Azaleas in an explosion of colors
I've been out and about enjoying the spring colors. Each week brings something new and colorful. This week, it's the lilacs, azaleas, dogwoods, and the last of the tulips. Here are just a few examples of each for your enjoyment! (Click on images to enlarge.)
Azaleas are part of the rhododendron family and can be found in 10,000 registered or named varieties! Some of these flowering bushes have muted colors, but most are bright and lively, blanketing their plant in explosive colors. These are but a few of the many to be enjoyed. In the early morning, before sunrise, they give off an exquisite, clean fragrance.
Syringa vulgaris, or common lilac
Syringa, or lilac, is part of the olive family. The most common is Syringa vulgaris, or the common lilac.

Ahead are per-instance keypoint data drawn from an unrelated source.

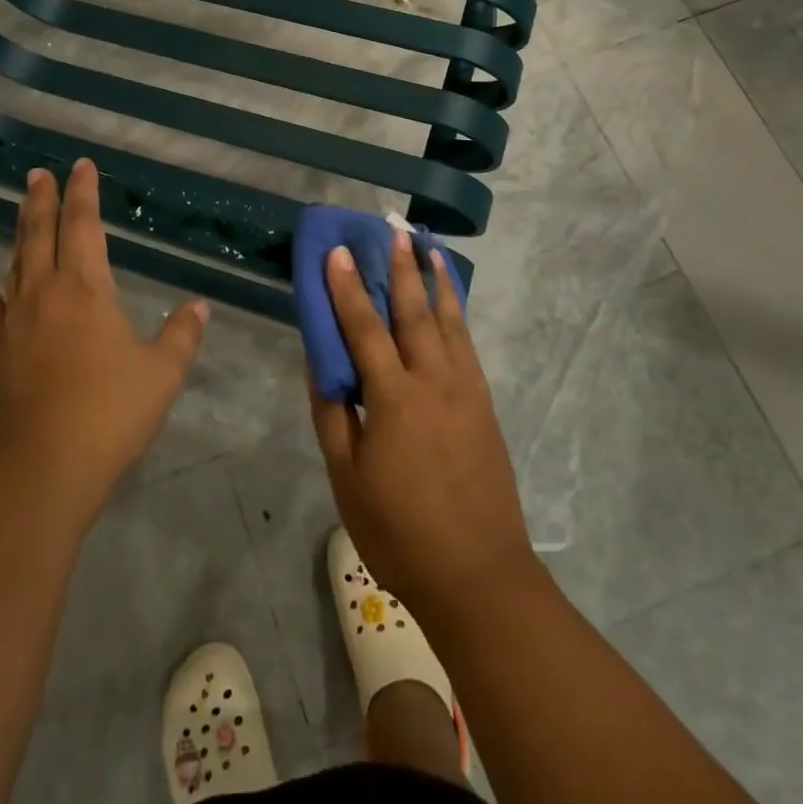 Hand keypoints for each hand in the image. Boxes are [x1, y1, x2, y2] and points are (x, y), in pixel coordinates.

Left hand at [0, 160, 207, 518]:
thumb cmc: (111, 412)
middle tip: (41, 172)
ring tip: (23, 204)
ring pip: (15, 261)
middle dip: (44, 199)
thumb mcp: (162, 373)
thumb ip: (182, 334)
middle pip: (41, 233)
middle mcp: (45, 292)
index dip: (84, 193)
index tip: (82, 166)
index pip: (83, 225)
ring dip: (20, 229)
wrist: (45, 466)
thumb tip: (199, 306)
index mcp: (86, 288)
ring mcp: (15, 320)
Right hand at [309, 232, 538, 617]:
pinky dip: (456, 311)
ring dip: (433, 278)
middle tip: (391, 230)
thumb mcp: (347, 477)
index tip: (338, 251)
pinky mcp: (483, 402)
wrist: (478, 573)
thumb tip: (319, 361)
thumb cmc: (399, 531)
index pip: (364, 327)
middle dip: (399, 267)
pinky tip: (449, 297)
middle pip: (412, 311)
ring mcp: (464, 388)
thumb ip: (332, 412)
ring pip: (447, 319)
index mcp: (392, 397)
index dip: (347, 287)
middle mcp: (432, 380)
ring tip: (426, 244)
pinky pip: (466, 342) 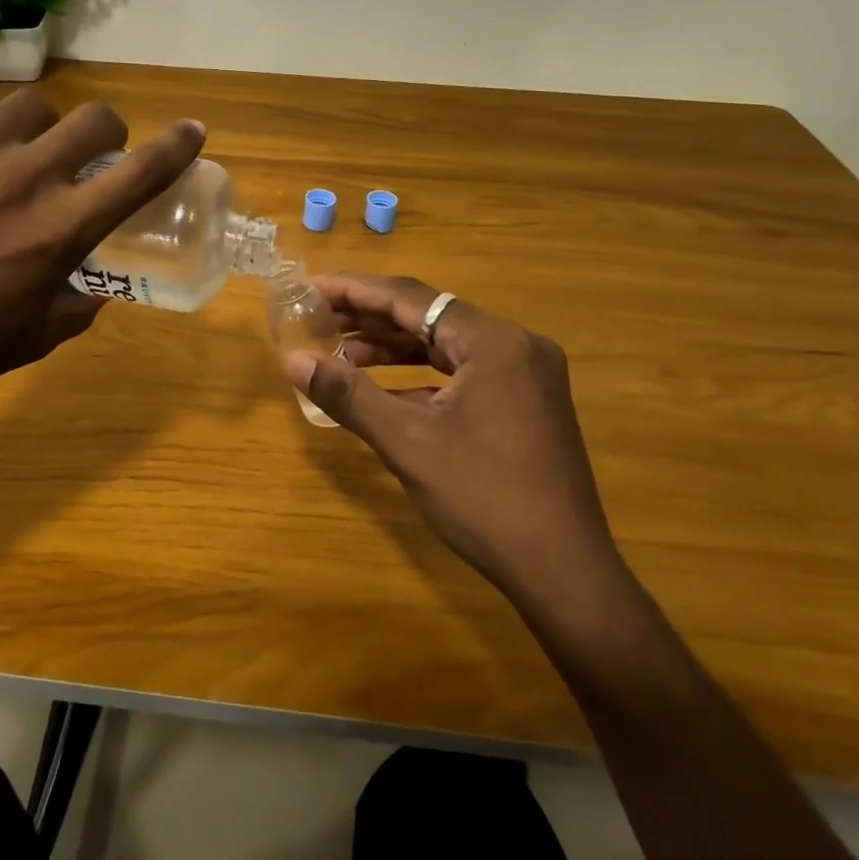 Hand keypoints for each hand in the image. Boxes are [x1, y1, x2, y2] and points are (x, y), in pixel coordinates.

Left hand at [0, 90, 203, 446]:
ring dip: (42, 128)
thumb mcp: (35, 337)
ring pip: (29, 106)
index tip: (193, 130)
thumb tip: (93, 283)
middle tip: (93, 152)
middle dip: (107, 131)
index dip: (176, 146)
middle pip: (92, 118)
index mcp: (59, 229)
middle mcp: (21, 179)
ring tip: (23, 153)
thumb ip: (79, 301)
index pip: (139, 173)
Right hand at [285, 275, 623, 622]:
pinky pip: (464, 370)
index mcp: (493, 341)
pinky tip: (384, 387)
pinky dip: (422, 374)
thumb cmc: (484, 500)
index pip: (410, 299)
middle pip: (429, 315)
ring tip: (340, 350)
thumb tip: (293, 360)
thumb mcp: (407, 443)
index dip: (355, 290)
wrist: (565, 574)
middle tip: (318, 315)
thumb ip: (348, 394)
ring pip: (446, 343)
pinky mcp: (527, 401)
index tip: (312, 286)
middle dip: (371, 317)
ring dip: (394, 347)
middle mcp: (515, 344)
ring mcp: (526, 374) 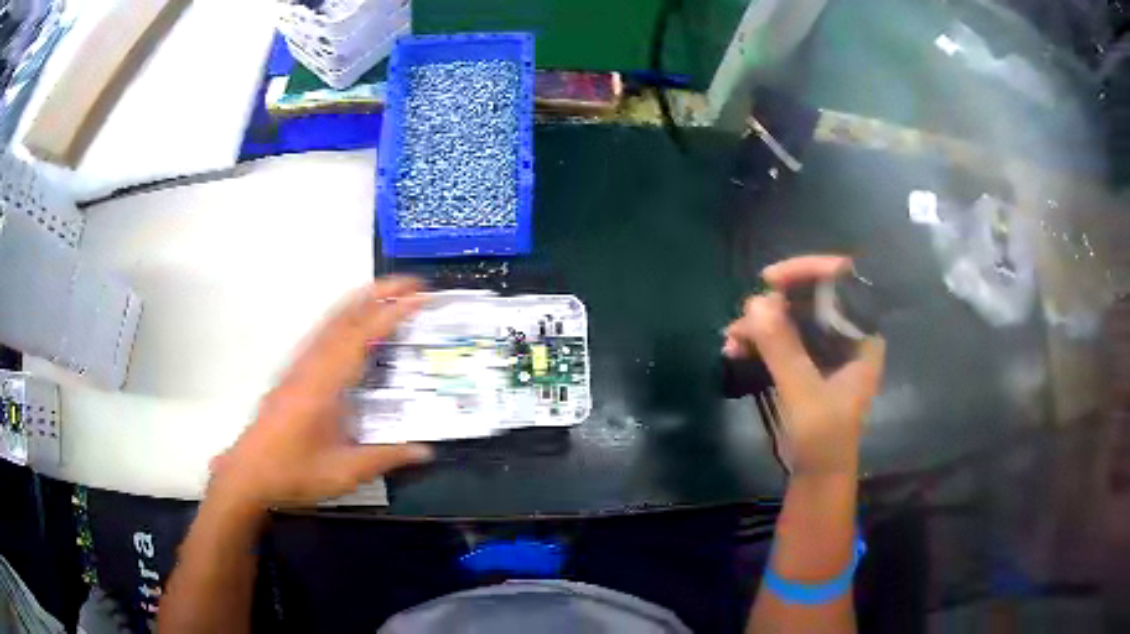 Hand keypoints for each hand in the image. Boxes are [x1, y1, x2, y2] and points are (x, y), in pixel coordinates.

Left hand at [210, 277, 433, 507]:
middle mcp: (311, 364)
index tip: (421, 298)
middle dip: (379, 293)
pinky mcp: (294, 372)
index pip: (362, 336)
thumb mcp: (344, 472)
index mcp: (325, 384)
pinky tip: (354, 325)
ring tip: (390, 293)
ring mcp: (299, 365)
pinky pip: (323, 333)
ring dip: (361, 301)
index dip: (392, 313)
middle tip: (413, 283)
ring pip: (331, 320)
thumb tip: (427, 451)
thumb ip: (386, 457)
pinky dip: (345, 317)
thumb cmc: (294, 471)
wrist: (249, 473)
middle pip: (345, 316)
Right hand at [723, 255, 885, 477]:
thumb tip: (754, 302)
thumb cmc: (825, 439)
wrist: (818, 477)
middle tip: (745, 316)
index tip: (771, 279)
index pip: (843, 281)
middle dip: (775, 302)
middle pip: (813, 297)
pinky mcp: (808, 364)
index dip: (809, 271)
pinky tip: (734, 350)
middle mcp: (846, 335)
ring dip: (761, 324)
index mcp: (862, 336)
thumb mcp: (805, 394)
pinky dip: (760, 341)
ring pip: (793, 318)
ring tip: (731, 339)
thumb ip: (783, 348)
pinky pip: (783, 339)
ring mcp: (826, 350) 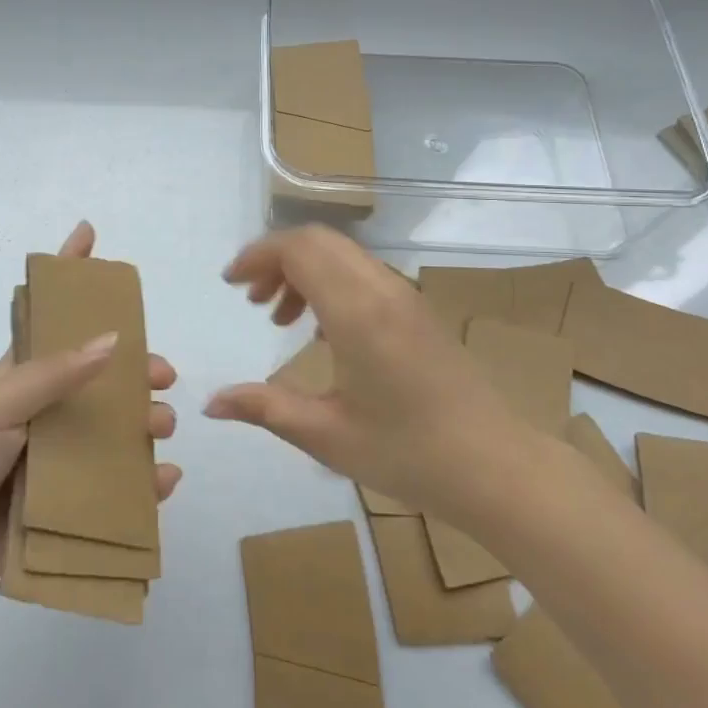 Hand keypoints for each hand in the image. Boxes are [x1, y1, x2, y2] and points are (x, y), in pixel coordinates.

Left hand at [0, 221, 180, 597]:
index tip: (88, 233)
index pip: (50, 314)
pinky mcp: (68, 499)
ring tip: (159, 429)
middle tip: (163, 376)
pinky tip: (163, 479)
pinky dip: (145, 480)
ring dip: (145, 422)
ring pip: (115, 427)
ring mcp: (58, 453)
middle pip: (101, 375)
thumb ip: (52, 374)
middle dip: (137, 368)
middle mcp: (45, 407)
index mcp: (22, 375)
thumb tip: (114, 339)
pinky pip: (116, 482)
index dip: (69, 273)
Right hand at [204, 226, 532, 516]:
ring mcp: (405, 296)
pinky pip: (362, 274)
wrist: (497, 467)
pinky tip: (320, 330)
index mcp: (357, 312)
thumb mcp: (326, 435)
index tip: (230, 283)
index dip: (258, 255)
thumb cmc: (407, 453)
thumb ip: (264, 408)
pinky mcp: (417, 310)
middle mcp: (381, 290)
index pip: (299, 249)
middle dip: (275, 258)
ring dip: (303, 270)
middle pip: (319, 241)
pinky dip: (330, 283)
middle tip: (250, 298)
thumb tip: (211, 403)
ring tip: (278, 317)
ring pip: (342, 254) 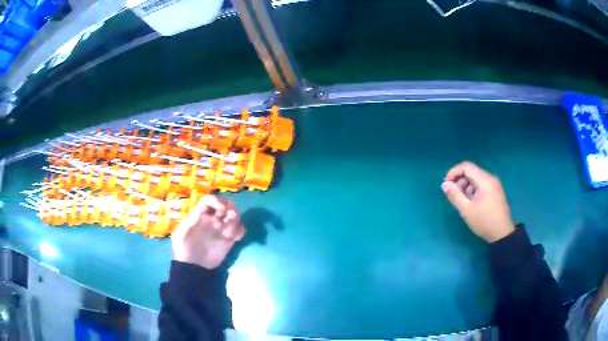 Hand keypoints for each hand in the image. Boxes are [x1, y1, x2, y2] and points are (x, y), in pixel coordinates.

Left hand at [171, 195, 244, 268]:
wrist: (193, 266)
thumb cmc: (184, 249)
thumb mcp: (181, 233)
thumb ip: (191, 222)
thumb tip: (203, 214)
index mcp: (200, 215)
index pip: (209, 200)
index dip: (217, 201)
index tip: (222, 209)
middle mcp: (211, 219)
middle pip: (224, 205)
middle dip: (230, 207)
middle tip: (231, 216)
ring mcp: (221, 229)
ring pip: (233, 216)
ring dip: (236, 219)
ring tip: (230, 231)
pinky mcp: (229, 239)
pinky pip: (239, 230)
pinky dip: (240, 230)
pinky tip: (236, 238)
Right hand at [441, 161, 514, 242]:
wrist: (502, 233)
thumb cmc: (484, 221)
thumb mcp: (466, 210)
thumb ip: (454, 195)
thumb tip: (444, 184)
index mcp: (484, 180)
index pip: (466, 166)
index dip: (454, 172)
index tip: (446, 184)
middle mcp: (490, 178)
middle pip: (471, 172)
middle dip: (459, 180)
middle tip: (453, 195)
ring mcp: (494, 185)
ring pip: (476, 179)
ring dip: (466, 186)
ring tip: (461, 201)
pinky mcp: (495, 192)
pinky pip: (481, 185)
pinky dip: (472, 190)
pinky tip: (470, 203)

These beauties are on the grounds of Pierce Mill, one of the last mills on Rock Creek.
Tulips at Pierce Mill
There are nearly 100 varieties of tulips, which are part of the lily family (Liliaceae.) Tulips have become synonymous with Holland, but these flowers are also native to Africa, Central Asia, and China. In 2004, a tulip was named after First Lady Laura Bush. It's called the Tulipa Laura Bush.
Cornus florida, or flowering dogwoods
There are approximately 50 varieties of dogwoods. The most common in this area is Cornus florida, or flowering dogwood, a tree that blossoms in white, pink, or red.